━━━━━ Information supplied
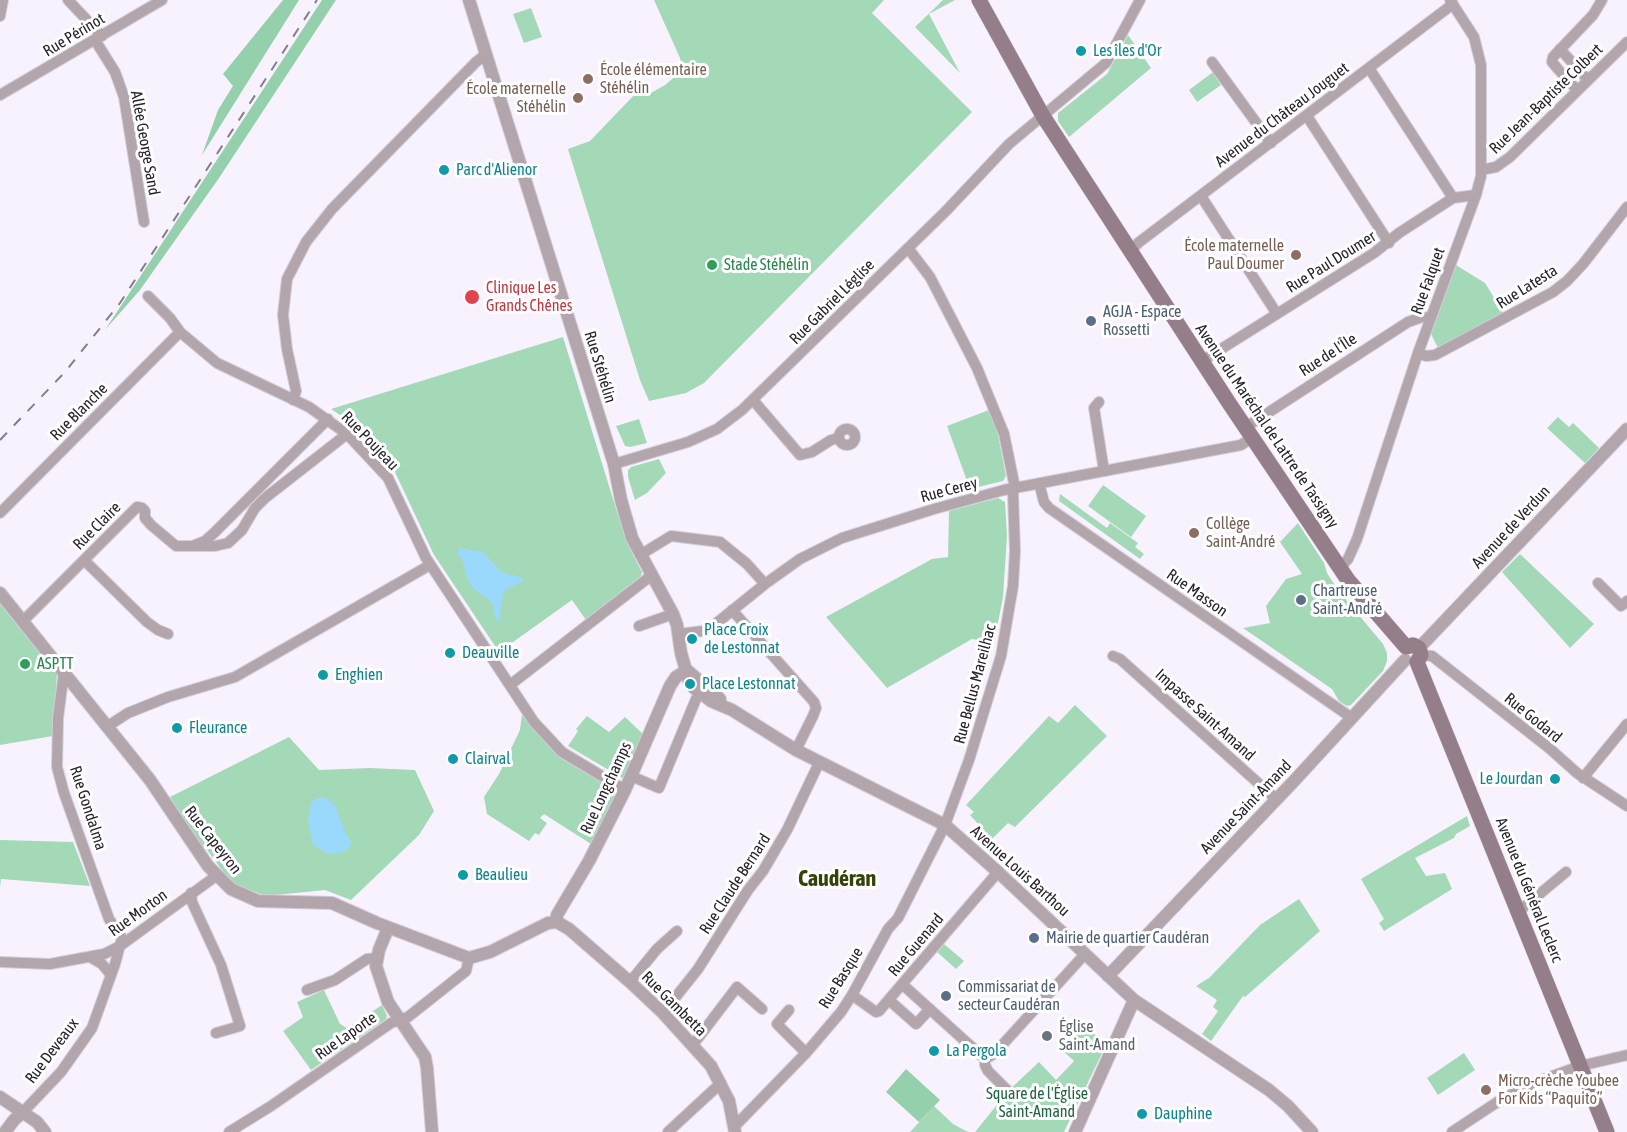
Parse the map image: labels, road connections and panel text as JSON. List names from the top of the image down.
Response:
{
  "streets": {
    "main road": ["Avenue du Maréchal de Lattre de Tassigny", "Avenue du Général Leclerc"],
    "street": [
      "Rue Périnot",
      "Rue Jean-Baptiste Colbert",
      "Avenue du Château Jouguet",
      "Allée George Sand",
      "Rue Paul Doumer",
      "Rue Falquet",
      "Rue Latesta",
      "Rue Gabriel Léglise",
      "Rue de l'Île",
      "Rue Stéhélin",
      "Rue Blanche",
      "Rue Poujeau",
      "Rue Cerey",
      "Rue Claire",
      "Avenue de Verdun",
      "Rue Masson",
      "Rue Bellus Mareilhac",
      "Impasse Saint-Amand",
      "Rue Godard",
      "Rue Longchamps",
      "Avenue Saint-Amand",
      "Rue Gondalma",
      "Rue Capeyron",
      "Avenue Louis Barthou",
      "Rue Claude Bernard",
      "Rue Morton",
      "Rue Guenard",
      "Rue Basque",
      "Rue Gambetta",
      "Rue Laporte",
      "Rue Deveaux"
    ]
  },
  "crossings": [
    ["Rue Périnot", "Allée George Sand"],
    ["Rue Jean-Baptiste Colbert", "Rue Falquet"],
    ["Avenue du Château Jouguet", "Rue Falquet"],
    ["Avenue du Château Jouguet", "Avenue du Maréchal de Lattre de Tassigny"],
    ["Rue Paul Doumer", "Rue Falquet"],
    ["Rue Paul Doumer", "Avenue du Maréchal de Lattre de Tassigny"],
    ["Rue Falquet", "Rue Latesta"],
    ["Rue Falquet", "Rue de l'Île"],
    ["Rue Falquet", "Avenue du Maréchal de Lattre de Tassigny"],
    ["Rue Gabriel Léglise", "Rue Stéhélin"],
    ["Rue Gabriel Léglise", "Avenue du Maréchal de Lattre de Tassigny"],
    ["Rue Gabriel Léglise", "Rue Bellus Mareilhac"],
    ["Rue de l'Île", "Avenue du Maréchal de Lattre de Tassigny"],
    ["Rue de l'Île", "Rue Cerey"],
    ["Rue Stéhélin", "Rue Cerey"],
    ["Rue Stéhélin", "Rue Longchamps"],
    ["Rue Blanche", "Rue Poujeau"],
    ["Avenue du Maréchal de Lattre de Tassigny", "Rue Cerey"],
    ["Avenue du Maréchal de Lattre de Tassigny", "Avenue de Verdun"],
    ["Avenue du Maréchal de Lattre de Tassigny", "Rue Godard"],
    ["Avenue du Maréchal de Lattre de Tassigny", "Avenue Saint-Amand"],
    ["Avenue du Maréchal de Lattre de Tassigny", "Avenue du Général Leclerc"],
    ["Rue Poujeau", "Rue Claire"],
    ["Rue Poujeau", "Rue Longchamps"],
    ["Rue Cerey", "Rue Masson"],
    ["Rue Cerey", "Rue Bellus Mareilhac"],
    ["Rue Claire", "Rue Capeyron"],
    ["Avenue de Verdun", "Rue Godard"],
    ["Avenue de Verdun", "Avenue Saint-Amand"],
    ["Avenue de Verdun", "Avenue du Général Leclerc"],
    ["Rue Masson", "Avenue Saint-Amand"],
    ["Rue Bellus Mareilhac", "Avenue Louis Barthou"],
    ["Rue Bellus Mareilhac", "Rue Basque"],
    ["Impasse Saint-Amand", "Avenue Saint-Amand"],
    ["Rue Godard", "Avenue Saint-Amand"],
    ["Rue Godard", "Avenue du Général Leclerc"],
    ["Rue Longchamps", "Rue Gambetta"],
    ["Avenue Saint-Amand", "Avenue Louis Barthou"],
    ["Avenue Saint-Amand", "Avenue du Général Leclerc"],
    ["Rue Gondalma", "Rue Capeyron"],
    ["Rue Gondalma", "Rue Morton"],
    ["Rue Gondalma", "Rue Deveaux"],
    ["Rue Capeyron", "Rue Morton"],
    ["Rue Capeyron", "Rue Laporte"],
    ["Avenue Louis Barthou", "Rue Claude Bernard"],
    ["Avenue Louis Barthou", "Rue Guenard"],
    ["Avenue Louis Barthou", "Rue Basque"],
    ["Rue Claude Bernard", "Rue Gambetta"],
    ["Rue Morton", "Rue Deveaux"],
    ["Rue Guenard", "Rue Basque"],
    ["Rue Basque", "Rue Gambetta"]
  ],
  "districts": ["Caudéran"],
  "parks": ["Square de l'Église Saint-Amand"],
  "places": [
    "Les îles d'Or",
    "École élémentaire Stéhélin",
    "École maternelle Stéhélin",
    "Parc d'Alienor",
    "École maternelle Paul Doumer",
    "Stade Stéhélin",
    "Clinique Les Grands Chênes",
    "AGJA - Espace Rossetti",
    "Collège Saint-André",
    "Chartreuse Saint-André",
    "Place Croix de Lestonnat",
    "Deauville",
    "ASPTT",
    "Enghien",
    "Place Lestonnat",
    "Fleurance",
    "Clairval",
    "Le Jourdan",
    "Beaulieu",
    "Mairie de quartier Caudéran",
    "Commissariat de secteur Caudéran",
    "Église Saint-Amand",
    "La Pergola",
    "Micro-crèche Youbee For Kids “Paquito”",
    "Dauphine"
  ]
}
━━━━━━━━━━
Copy out all the data above exactly, minus the images.

Parse the map image: labels, road connections and panel text as JSON. List names from the top of the image down.
Response:
{
  "streets": {
    "main road": ["Avenue du Maréchal de Lattre de Tassigny", "Avenue du Général Leclerc"],
    "street": [
      "Rue Périnot",
      "Rue Jean-Baptiste Colbert",
      "Avenue du Château Jouguet",
      "Allée George Sand",
      "Rue Paul Doumer",
      "Rue Falquet",
      "Rue Latesta",
      "Rue Gabriel Léglise",
      "Rue de l'Île",
      "Rue Stéhélin",
      "Rue Blanche",
      "Rue Poujeau",
      "Rue Cerey",
      "Rue Claire",
      "Avenue de Verdun",
      "Rue Masson",
      "Rue Bellus Mareilhac",
      "Impasse Saint-Amand",
      "Rue Godard",
      "Rue Longchamps",
      "Avenue Saint-Amand",
      "Rue Gondalma",
      "Rue Capeyron",
      "Avenue Louis Barthou",
      "Rue Claude Bernard",
      "Rue Morton",
      "Rue Guenard",
      "Rue Basque",
      "Rue Gambetta",
      "Rue Laporte",
      "Rue Deveaux"
    ]
  },
  "crossings": [
    ["Rue Périnot", "Allée George Sand"],
    ["Rue Jean-Baptiste Colbert", "Rue Falquet"],
    ["Avenue du Château Jouguet", "Rue Falquet"],
    ["Avenue du Château Jouguet", "Avenue du Maréchal de Lattre de Tassigny"],
    ["Rue Paul Doumer", "Rue Falquet"],
    ["Rue Paul Doumer", "Avenue du Maréchal de Lattre de Tassigny"],
    ["Rue Falquet", "Rue Latesta"],
    ["Rue Falquet", "Rue de l'Île"],
    ["Rue Falquet", "Avenue du Maréchal de Lattre de Tassigny"],
    ["Rue Gabriel Léglise", "Rue Stéhélin"],
    ["Rue Gabriel Léglise", "Avenue du Maréchal de Lattre de Tassigny"],
    ["Rue Gabriel Léglise", "Rue Bellus Mareilhac"],
    ["Rue de l'Île", "Avenue du Maréchal de Lattre de Tassigny"],
    ["Rue de l'Île", "Rue Cerey"],
    ["Rue Stéhélin", "Rue Cerey"],
    ["Rue Stéhélin", "Rue Longchamps"],
    ["Rue Blanche", "Rue Poujeau"],
    ["Avenue du Maréchal de Lattre de Tassigny", "Rue Cerey"],
    ["Avenue du Maréchal de Lattre de Tassigny", "Avenue de Verdun"],
    ["Avenue du Maréchal de Lattre de Tassigny", "Rue Godard"],
    ["Avenue du Maréchal de Lattre de Tassigny", "Avenue Saint-Amand"],
    ["Avenue du Maréchal de Lattre de Tassigny", "Avenue du Général Leclerc"],
    ["Rue Poujeau", "Rue Claire"],
    ["Rue Poujeau", "Rue Longchamps"],
    ["Rue Cerey", "Rue Masson"],
    ["Rue Cerey", "Rue Bellus Mareilhac"],
    ["Rue Claire", "Rue Capeyron"],
    ["Avenue de Verdun", "Rue Godard"],
    ["Avenue de Verdun", "Avenue Saint-Amand"],
    ["Avenue de Verdun", "Avenue du Général Leclerc"],
    ["Rue Masson", "Avenue Saint-Amand"],
    ["Rue Bellus Mareilhac", "Avenue Louis Barthou"],
    ["Rue Bellus Mareilhac", "Rue Basque"],
    ["Impasse Saint-Amand", "Avenue Saint-Amand"],
    ["Rue Godard", "Avenue Saint-Amand"],
    ["Rue Godard", "Avenue du Général Leclerc"],
    ["Rue Longchamps", "Rue Gambetta"],
    ["Avenue Saint-Amand", "Avenue Louis Barthou"],
    ["Avenue Saint-Amand", "Avenue du Général Leclerc"],
    ["Rue Gondalma", "Rue Capeyron"],
    ["Rue Gondalma", "Rue Morton"],
    ["Rue Gondalma", "Rue Deveaux"],
    ["Rue Capeyron", "Rue Morton"],
    ["Rue Capeyron", "Rue Laporte"],
    ["Avenue Louis Barthou", "Rue Claude Bernard"],
    ["Avenue Louis Barthou", "Rue Guenard"],
    ["Avenue Louis Barthou", "Rue Basque"],
    ["Rue Claude Bernard", "Rue Gambetta"],
    ["Rue Morton", "Rue Deveaux"],
    ["Rue Guenard", "Rue Basque"],
    ["Rue Basque", "Rue Gambetta"]
  ],
  "districts": ["Caudéran"],
  "parks": ["Square de l'Église Saint-Amand"],
  "places": [
    "Les îles d'Or",
    "École élémentaire Stéhélin",
    "École maternelle Stéhélin",
    "Parc d'Alienor",
    "École maternelle Paul Doumer",
    "Stade Stéhélin",
    "Clinique Les Grands Chênes",
    "AGJA - Espace Rossetti",
    "Collège Saint-André",
    "Chartreuse Saint-André",
    "Place Croix de Lestonnat",
    "Deauville",
    "ASPTT",
    "Enghien",
    "Place Lestonnat",
    "Fleurance",
    "Clairval",
    "Le Jourdan",
    "Beaulieu",
    "Mairie de quartier Caudéran",
    "Commissariat de secteur Caudéran",
    "Église Saint-Amand",
    "La Pergola",
    "Micro-crèche Youbee For Kids “Paquito”",
    "Dauphine"
  ]
}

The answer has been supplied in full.